■ **Work to be completed**
Match the string "General" against each line below, and copy every line that matches.

___ Data in this exercise ___

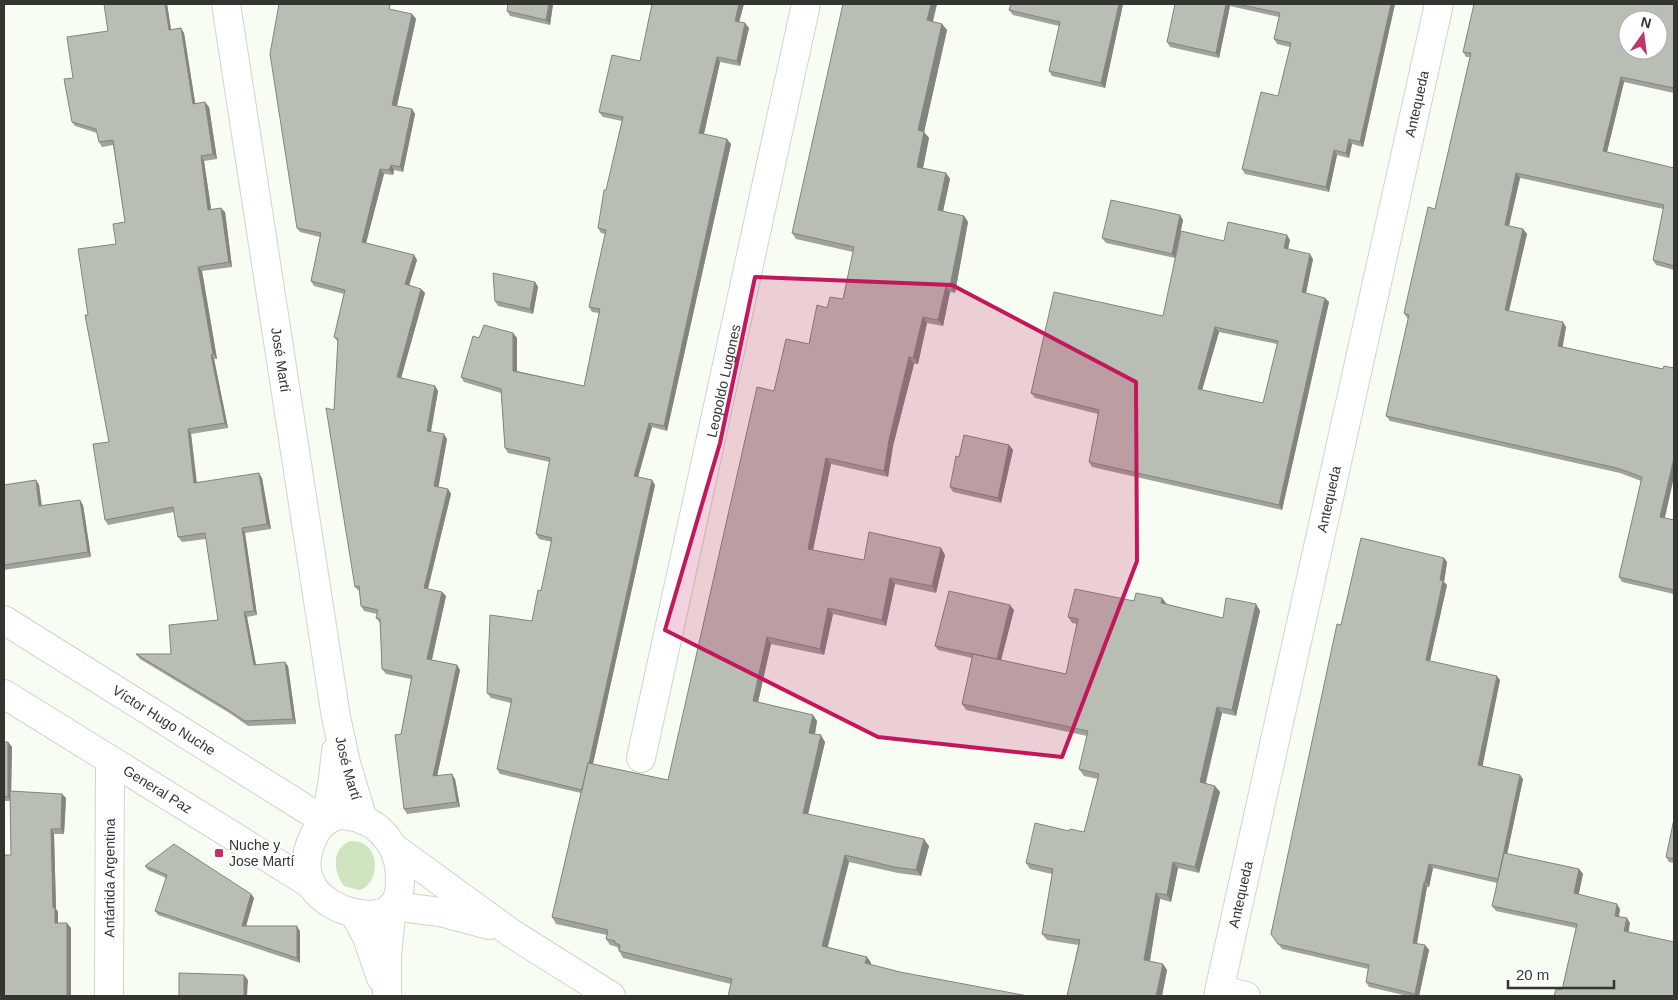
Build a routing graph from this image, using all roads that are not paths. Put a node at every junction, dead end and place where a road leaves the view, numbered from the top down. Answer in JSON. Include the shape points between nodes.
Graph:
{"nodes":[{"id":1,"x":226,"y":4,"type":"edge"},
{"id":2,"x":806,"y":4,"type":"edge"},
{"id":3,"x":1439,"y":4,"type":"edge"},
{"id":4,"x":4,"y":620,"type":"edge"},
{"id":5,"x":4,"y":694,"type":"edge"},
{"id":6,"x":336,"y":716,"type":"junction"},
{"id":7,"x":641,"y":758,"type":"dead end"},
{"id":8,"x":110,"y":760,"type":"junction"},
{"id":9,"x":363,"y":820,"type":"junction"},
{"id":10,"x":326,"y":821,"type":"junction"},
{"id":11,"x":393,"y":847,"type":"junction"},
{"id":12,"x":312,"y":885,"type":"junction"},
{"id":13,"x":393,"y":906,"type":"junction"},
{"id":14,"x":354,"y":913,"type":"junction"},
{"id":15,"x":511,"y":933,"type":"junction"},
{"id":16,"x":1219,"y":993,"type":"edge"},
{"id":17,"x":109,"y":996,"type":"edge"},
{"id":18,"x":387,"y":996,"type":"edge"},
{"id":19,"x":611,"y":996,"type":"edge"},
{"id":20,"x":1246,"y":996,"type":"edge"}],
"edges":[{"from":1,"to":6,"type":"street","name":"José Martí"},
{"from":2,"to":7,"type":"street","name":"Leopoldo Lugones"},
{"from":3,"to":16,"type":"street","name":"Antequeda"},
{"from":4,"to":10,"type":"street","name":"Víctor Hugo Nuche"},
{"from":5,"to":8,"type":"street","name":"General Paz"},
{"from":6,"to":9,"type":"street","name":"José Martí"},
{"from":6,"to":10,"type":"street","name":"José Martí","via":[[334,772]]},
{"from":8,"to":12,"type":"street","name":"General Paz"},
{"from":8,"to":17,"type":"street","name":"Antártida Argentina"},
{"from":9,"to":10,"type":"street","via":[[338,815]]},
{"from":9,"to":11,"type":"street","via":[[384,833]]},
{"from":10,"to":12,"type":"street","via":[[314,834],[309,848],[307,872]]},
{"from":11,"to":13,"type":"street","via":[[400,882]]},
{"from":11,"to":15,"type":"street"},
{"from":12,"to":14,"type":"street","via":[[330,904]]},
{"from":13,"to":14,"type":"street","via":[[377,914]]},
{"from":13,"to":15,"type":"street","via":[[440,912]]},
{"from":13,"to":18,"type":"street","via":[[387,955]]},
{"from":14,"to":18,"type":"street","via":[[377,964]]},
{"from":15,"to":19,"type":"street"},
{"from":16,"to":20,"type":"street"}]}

___

■ **Completed task**
{"from":5,"to":8,"type":"street","name":"General Paz"},
{"from":8,"to":12,"type":"street","name":"General Paz"},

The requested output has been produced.